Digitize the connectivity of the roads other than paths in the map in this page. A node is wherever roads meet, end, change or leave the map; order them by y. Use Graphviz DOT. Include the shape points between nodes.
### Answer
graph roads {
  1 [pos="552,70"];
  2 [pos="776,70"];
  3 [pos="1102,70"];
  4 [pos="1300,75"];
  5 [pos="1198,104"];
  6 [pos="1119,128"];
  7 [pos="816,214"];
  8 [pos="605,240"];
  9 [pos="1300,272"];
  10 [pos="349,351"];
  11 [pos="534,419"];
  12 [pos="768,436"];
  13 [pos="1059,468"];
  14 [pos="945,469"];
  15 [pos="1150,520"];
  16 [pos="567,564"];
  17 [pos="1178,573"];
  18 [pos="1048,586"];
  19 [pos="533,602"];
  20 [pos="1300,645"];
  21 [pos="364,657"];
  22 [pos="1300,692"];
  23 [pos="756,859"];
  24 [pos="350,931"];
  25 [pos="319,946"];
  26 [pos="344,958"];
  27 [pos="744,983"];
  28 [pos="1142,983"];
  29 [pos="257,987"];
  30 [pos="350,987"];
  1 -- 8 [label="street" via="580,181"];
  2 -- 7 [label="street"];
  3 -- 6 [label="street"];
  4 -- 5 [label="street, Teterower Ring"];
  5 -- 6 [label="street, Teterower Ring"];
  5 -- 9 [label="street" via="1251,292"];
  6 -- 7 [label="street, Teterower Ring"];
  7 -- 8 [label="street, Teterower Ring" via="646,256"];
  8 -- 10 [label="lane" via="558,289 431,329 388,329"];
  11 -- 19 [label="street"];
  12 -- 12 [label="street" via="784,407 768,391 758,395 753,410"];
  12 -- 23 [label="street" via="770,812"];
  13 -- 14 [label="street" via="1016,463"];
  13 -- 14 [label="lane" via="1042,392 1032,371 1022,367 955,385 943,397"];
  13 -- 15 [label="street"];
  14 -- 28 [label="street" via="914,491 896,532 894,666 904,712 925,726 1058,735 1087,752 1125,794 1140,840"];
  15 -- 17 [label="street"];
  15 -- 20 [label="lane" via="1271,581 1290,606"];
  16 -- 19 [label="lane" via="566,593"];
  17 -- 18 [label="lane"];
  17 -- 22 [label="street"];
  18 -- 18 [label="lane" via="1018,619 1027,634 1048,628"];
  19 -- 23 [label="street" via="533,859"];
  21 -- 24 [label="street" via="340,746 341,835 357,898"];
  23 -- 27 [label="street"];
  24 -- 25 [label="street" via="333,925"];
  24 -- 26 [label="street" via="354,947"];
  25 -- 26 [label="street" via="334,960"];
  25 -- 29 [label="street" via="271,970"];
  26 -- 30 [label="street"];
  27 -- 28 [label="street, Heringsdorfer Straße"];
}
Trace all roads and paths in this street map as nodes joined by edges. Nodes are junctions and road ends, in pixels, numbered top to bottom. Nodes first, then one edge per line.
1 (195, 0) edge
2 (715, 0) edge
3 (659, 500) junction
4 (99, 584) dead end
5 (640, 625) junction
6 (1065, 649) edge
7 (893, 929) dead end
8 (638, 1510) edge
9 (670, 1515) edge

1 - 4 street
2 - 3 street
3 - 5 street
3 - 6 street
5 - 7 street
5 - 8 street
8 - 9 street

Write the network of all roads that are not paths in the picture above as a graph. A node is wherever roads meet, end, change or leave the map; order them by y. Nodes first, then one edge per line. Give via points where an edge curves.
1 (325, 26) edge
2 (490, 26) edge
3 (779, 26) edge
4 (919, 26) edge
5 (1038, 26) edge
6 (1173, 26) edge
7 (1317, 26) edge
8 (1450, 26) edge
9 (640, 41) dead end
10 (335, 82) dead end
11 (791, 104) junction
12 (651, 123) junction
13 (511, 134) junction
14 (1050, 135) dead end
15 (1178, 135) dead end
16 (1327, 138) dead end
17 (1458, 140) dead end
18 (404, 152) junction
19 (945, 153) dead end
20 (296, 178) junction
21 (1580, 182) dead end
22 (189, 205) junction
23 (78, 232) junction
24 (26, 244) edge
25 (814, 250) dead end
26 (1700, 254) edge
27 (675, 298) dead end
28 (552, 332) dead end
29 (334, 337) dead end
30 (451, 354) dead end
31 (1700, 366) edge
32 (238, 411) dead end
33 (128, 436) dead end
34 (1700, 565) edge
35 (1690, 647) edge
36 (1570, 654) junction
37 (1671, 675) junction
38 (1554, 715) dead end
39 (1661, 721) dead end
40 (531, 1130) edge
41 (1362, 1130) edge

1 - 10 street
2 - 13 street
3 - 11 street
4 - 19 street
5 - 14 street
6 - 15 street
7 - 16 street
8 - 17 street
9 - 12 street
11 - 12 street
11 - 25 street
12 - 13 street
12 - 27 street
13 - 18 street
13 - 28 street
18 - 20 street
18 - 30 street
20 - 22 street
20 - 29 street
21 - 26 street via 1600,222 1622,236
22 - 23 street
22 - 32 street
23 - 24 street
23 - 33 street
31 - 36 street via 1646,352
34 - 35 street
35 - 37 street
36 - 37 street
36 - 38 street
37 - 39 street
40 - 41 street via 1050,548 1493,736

━━━━━━━━━━━━━━━━━━━━

WHAT YOU ARE ASKED TO DO: Copy every line from the material in which the word "paths" can be found.

RESPONSE:
Digitize the connectivity of the roads other than paths in the map in this page. A node is wherever roads meet, end, change or leave the map; order them by y. Use Graphviz DOT. Include the shape points between nodes.
Trace all roads and paths in this street map as nodes joined by edges. Nodes are junctions and road ends, in pixels, numbered top to bottom. Nodes first, then one edge per line.
Write the network of all roads that are not paths in the picture above as a graph. A node is wherever roads meet, end, change or leave the map; order them by y. Nodes first, then one edge per line. Give via points where an edge curves.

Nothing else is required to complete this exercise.